Why each option matters

Answer the question above first, then reveal the full breakdown to understand why each option is right or wrong.

Correct answer & explanation

securityContext: runAsNonRoot: true runAsUser: 1000 readOnlyRootFilesystem: true

Option D is correct because it sets both `runAsNonRoot: true` (to enforce non-root execution) and `runAsUser: 1000` (to specify the exact UID) at the pod-level `securityContext`, while `readOnlyRootFilesystem: true` is set at the container-level `securityContext` to make the container's filesystem read-only. This combination satisfies the requirement of running as a non-root user with UID 1000 and ensuring a read-only root filesystem.

Key principle: Answer the scenario, not the keyword: identify the specific constraint before choosing the most familiar-sounding option.

Answer analysis

Option-by-option breakdown

For each option: why learners choose it and why it is or isn't the right answer here.

  • spec: securityContext: runAsUser: 1000 runAsNonRoot: true containers: - name: app securityContext: readOnlyRootFilesystem: true

    Why it's wrong here

    The securityContext at pod level is not sufficient; the readOnlyRootFilesystem must be set at container level.

  • securityContext: runAsNonRoot: true runAsRoot: false readOnlyRootFilesystem: true

    Why it's wrong here

    There is no runAsRoot field; the correct field is runAsUser.

  • securityContext: runAsGroup: 1000 readOnlyRootFilesystem: true

    Why it's wrong here

    Missing runAsNonRoot and runAsUser. runAsGroup does not enforce non-root.

  • securityContext: runAsNonRoot: true runAsUser: 1000 readOnlyRootFilesystem: true

    Why this is correct

    This correctly sets non-root enforcement, UID, and read-only root filesystem.

    Related concept

    Read the scenario before looking for a memorised answer.

Common exam traps

Common exam trap: answer the scenario, not the keyword

The trap here is that candidates often confuse `runAsGroup` with `runAsUser` or forget that `runAsNonRoot` must be explicitly set to enforce non-root execution, assuming that setting a UID alone is sufficient.

Detailed technical explanation

How to think about this question

Under the hood, the `runAsNonRoot` field causes the kubelet to validate that the container's user ID is not 0 (root) before starting the container; if the UID is 0, the pod is rejected.

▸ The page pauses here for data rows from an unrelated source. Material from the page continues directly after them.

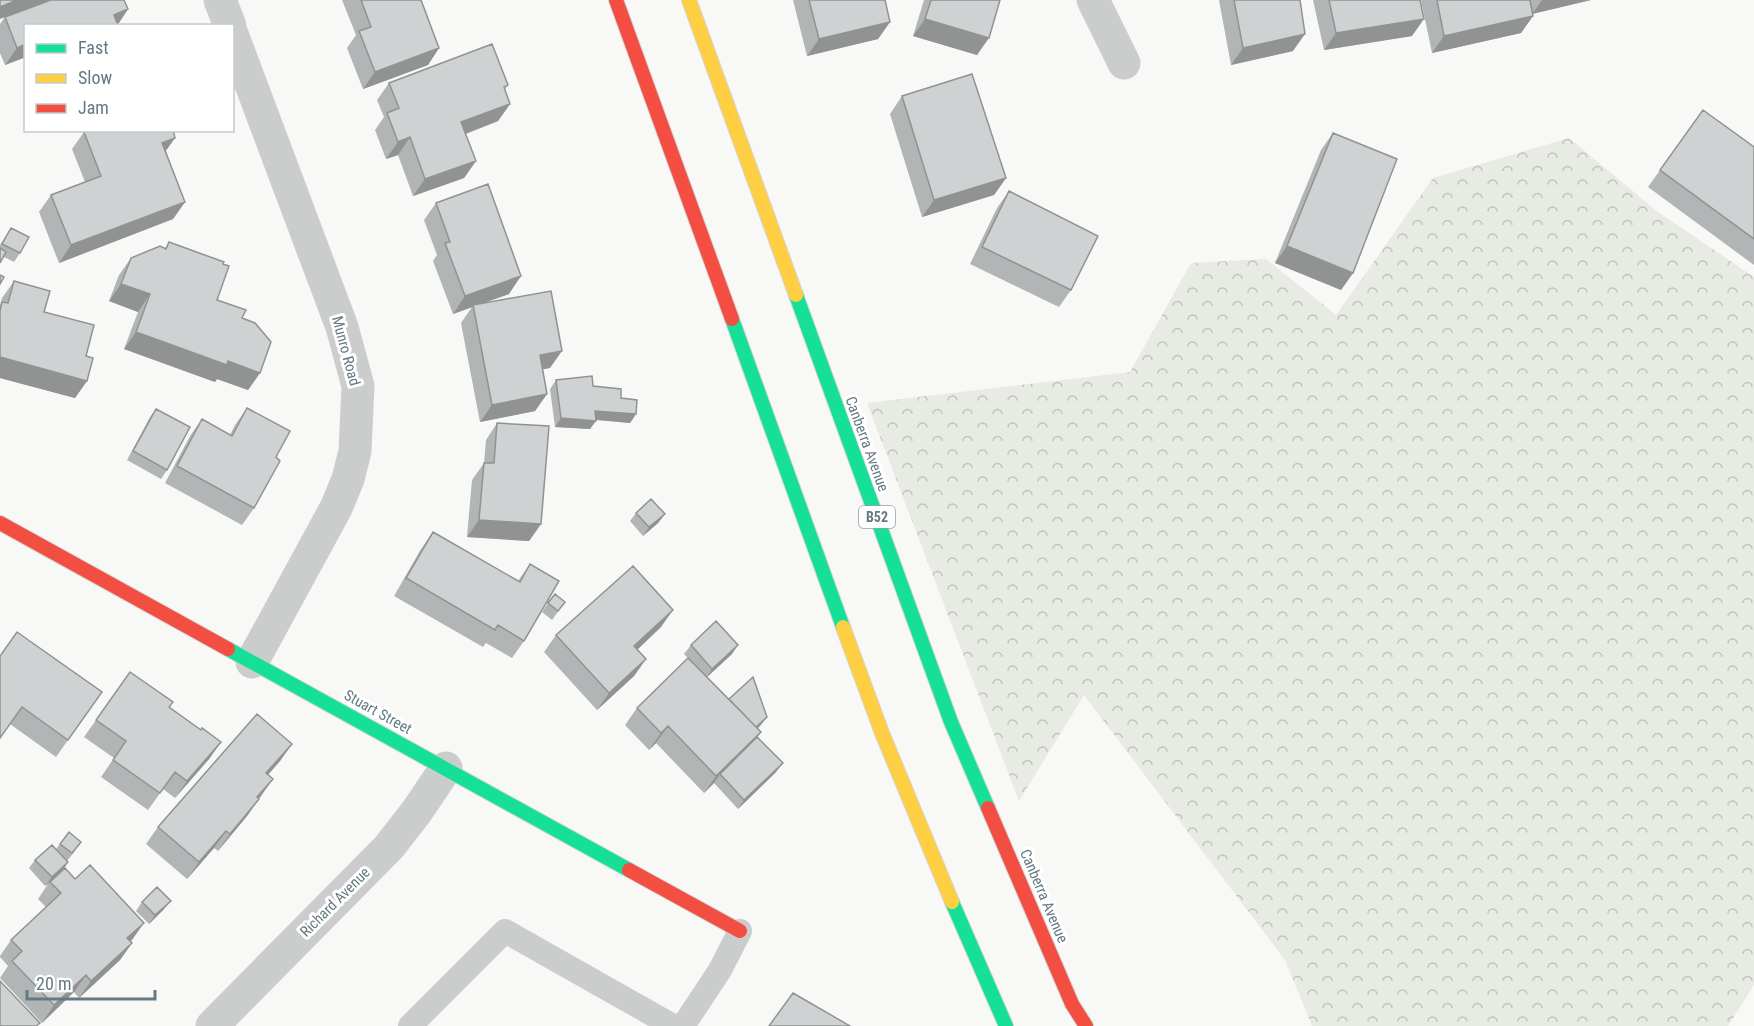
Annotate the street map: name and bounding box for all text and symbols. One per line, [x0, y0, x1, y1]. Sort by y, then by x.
legend [24, 24, 234, 132]
text: Fast [78, 37, 109, 58]
text: Slow [78, 67, 113, 88]
text: Jam [78, 97, 109, 118]
street label: Munro Road [328, 314, 364, 388]
street label: Canberra Avenue [841, 394, 893, 494]
road number: B52 [859, 506, 895, 528]
street label: Stuart Street [341, 686, 415, 738]
street label: Canberra Avenue [1016, 846, 1072, 946]
street label: Richard Avenue [296, 863, 374, 941]
scale bar [27, 963, 154, 1001]
text: 20 m [36, 973, 71, 994]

The `readOnlyRootFilesystem` setting mounts the container's root filesystem as read-only, which prevents writes to the container layer but still allows writes to mounted volumes (e.g., emptyDir). A common real-world scenario is running a web server container that only serves static files, where a read-only root filesystem enhances security by preventing malware from modifying binaries or configuration.

KKey Concepts to Remember

  • Read the scenario before looking for a memorised answer.
  • Find the constraint that changes the correct option.
  • Eliminate answers that are true in general but not in this case.

TExam Day Tips

  • Watch for words such as best, first, most likely and least administrative effort.
  • Review why wrong options are wrong, not only why the correct option is correct.

Key takeaway

Answer the scenario, not the keyword: identify the specific constraint before choosing the most familiar-sounding option.

Real-world example

How this comes up in practice

A small business has 20 workstations on the 192.168.1.0/24 network and one public IP from its ISP. The router uses PAT (NAT overload) so all 20 devices share one public address using different source ports. NAT questions test whether you understand the four address terms and which direction each translation applies.

What to study next

Got this wrong? Here's your next step.

Identify which exam domain this question belongs to, review the core concept, then practise similar questions from the same domain.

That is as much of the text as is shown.